Kevin Akin of Riverside is a retired hospital maintenance worker who has been an activist in the Peace and Freedom Party and for peace and social justice since he was a teenager. He was the Peace and Freedom Party nominee for State Treasurer in 1982 and is running again in 2018. He advocates forming a California State Bank to keep tax money out of the hands of the profiteers and serve the needs of the people; revising the tax code to lift the burden from workers and the poor and make those who benefit the most from this economy pay for social needs; and breaking up the disproportionate influence of the billionaires and their corporations on state financial decisions.
Kevin Akin was one of seven children born in Riverside, California to Glen W. Akin and Virginia Harvey Akin. He was raised on Riverside’s Eastside, definitely not the prosperous side of town. By the age of 14 he was active against the Vietnam War, joined the local chapter of the Congress of Racial Equality, and picketed local stores that would not hire African-American workers in a successful campaign to open up employment opportunities. He participated in the successful one-day boycott of the Riverside city schools that forced the integration of the then-segregated school district.

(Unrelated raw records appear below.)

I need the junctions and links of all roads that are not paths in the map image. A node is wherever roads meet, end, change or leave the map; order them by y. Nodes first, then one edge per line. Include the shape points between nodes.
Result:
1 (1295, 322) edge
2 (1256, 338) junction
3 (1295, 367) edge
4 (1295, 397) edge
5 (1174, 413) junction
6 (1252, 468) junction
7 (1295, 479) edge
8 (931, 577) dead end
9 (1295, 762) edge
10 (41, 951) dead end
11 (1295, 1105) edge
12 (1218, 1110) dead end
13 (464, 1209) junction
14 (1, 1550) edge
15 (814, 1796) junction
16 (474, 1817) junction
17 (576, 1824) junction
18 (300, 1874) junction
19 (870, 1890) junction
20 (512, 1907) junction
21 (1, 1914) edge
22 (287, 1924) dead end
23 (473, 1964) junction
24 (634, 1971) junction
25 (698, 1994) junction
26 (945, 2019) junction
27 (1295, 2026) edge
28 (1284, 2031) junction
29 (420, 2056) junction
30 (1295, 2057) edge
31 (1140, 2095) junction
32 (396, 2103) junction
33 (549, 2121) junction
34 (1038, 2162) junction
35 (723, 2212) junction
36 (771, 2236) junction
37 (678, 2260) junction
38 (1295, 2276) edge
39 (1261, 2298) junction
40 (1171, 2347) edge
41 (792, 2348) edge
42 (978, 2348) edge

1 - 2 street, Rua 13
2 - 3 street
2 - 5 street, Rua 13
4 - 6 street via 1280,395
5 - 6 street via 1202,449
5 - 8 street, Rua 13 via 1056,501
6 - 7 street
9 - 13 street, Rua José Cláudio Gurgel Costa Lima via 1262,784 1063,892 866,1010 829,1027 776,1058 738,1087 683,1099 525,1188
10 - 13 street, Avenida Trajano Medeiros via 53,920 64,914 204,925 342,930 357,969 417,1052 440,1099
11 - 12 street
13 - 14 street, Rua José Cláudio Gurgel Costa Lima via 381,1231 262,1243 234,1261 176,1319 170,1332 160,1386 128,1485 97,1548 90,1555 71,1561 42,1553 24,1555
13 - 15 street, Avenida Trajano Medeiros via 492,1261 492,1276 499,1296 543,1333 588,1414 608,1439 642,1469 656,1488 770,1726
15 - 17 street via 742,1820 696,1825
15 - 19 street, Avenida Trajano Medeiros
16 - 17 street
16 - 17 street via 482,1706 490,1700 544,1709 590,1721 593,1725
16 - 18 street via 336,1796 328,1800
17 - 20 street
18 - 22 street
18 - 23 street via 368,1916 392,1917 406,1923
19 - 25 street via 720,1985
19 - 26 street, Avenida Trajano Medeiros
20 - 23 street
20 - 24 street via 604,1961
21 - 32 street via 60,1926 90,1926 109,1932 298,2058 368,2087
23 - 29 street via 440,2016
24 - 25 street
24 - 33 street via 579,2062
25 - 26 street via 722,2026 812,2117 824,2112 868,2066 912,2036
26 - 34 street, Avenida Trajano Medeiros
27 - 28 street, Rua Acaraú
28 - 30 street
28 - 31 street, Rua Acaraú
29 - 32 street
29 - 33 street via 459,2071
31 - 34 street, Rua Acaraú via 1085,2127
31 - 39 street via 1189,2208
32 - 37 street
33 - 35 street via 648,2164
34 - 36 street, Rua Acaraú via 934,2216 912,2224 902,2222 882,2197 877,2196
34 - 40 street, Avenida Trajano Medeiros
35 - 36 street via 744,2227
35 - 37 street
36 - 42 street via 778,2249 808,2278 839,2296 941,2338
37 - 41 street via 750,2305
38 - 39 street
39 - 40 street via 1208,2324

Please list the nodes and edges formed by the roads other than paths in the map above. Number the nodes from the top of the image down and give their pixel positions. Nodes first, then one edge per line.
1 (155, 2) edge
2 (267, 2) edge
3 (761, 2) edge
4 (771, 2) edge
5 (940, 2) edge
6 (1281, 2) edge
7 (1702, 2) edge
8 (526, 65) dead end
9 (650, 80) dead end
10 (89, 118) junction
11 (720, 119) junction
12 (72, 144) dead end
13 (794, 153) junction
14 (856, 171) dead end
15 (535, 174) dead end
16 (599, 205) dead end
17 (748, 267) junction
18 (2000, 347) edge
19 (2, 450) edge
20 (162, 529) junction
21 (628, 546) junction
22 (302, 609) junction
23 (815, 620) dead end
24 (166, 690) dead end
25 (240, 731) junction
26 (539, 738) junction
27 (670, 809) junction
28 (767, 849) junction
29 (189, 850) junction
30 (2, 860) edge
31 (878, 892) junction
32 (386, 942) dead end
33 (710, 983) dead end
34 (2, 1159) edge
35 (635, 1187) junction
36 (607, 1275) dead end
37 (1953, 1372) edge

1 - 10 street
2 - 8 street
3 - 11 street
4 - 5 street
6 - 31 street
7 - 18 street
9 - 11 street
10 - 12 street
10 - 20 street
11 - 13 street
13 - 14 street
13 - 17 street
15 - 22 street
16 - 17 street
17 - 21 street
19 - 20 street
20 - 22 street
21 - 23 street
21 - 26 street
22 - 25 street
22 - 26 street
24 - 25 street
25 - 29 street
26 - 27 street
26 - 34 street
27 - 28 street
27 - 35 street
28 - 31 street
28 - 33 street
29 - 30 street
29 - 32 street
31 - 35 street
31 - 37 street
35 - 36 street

Kevin participated in founding the Peace and Freedom Party, and helped get voters registered in the new party until it won ballot status in early 1968. Appointed to the Riverside County Central Committee of the party at the age of 17, he attended the first two California conventions of the party as a delegate. He spent two months in New York and Illinois as a Peace and Freedom Party organizer in the summer of 1968. During this period he was in Chicago during the 1968 Democratic Convention, where he was beaten and arrested. Returning to Riverside, he started working in mobile home plants at 18, and quickly became involved in a campaign to organize the workers into the Carpenters Union. Still active against the Vietnam War, he helped organize the massive Riverside demonstration against the invasion of Cambodia in 1970.
Kevin worked at Kaiser Steel in Fontana from 1973 until the plant was closed in 1983, and was active in the Steelworkers Union the whole time. In 1982 he ran for State Treasurer as the Peace and Freedom Party nominee against incumbent Jesse Unruh. He says “Unruh refused to debate me, or even recognize my existence in public, but he kept running radio commercials in which he lifted bits of my campaign platform! I emphasized the need for state funds to be invested in California to create jobs, then definitely not the practice. Unruh promised to do this, and in fact carried out that promise to some degree. I realized that my campaign as the candidate of a smaller party had actually influenced state policy for the better.”
After the steel mill shut down, Kevin ran for Congress in 1984, getting 15% of the vote, then a record (though it was soon broken). From early 1985 he worked in the boiler room at Riverside’s county hospital until his retirement at the end of 2005. He was an activist and officer in two unions, the Public Employees of Riverside County, and Service Employees International Union. During this period, in addition to serving as a state officer of the Peace and Freedom Party, he ran for Congress two more times, and was active in many community organizations. He also wrote two books on local history that were published during this time.
Always a coin collector, Kevin became a serious student of numismatics, and a recognized expert in some fields of monetary history, He recently co-authored a book with his archaeologist wife Margie Akin and Oregon archaeologist Jim Bard that explores the history of all forms of money. [Numismatic Archaeology of North America, Routledge, London 2016]. Well-reviewed in scholarly journals, the book is used by archaeologists and historians across North America.
Kevin and his wife Margie Akin have four adult children and five grandchildren. They are both active in a number of community organizations, and are both members of the Peace and Freedom Party State Central Committee.
Kevin hands out leaflets at May Day 2018 rally in Fontana.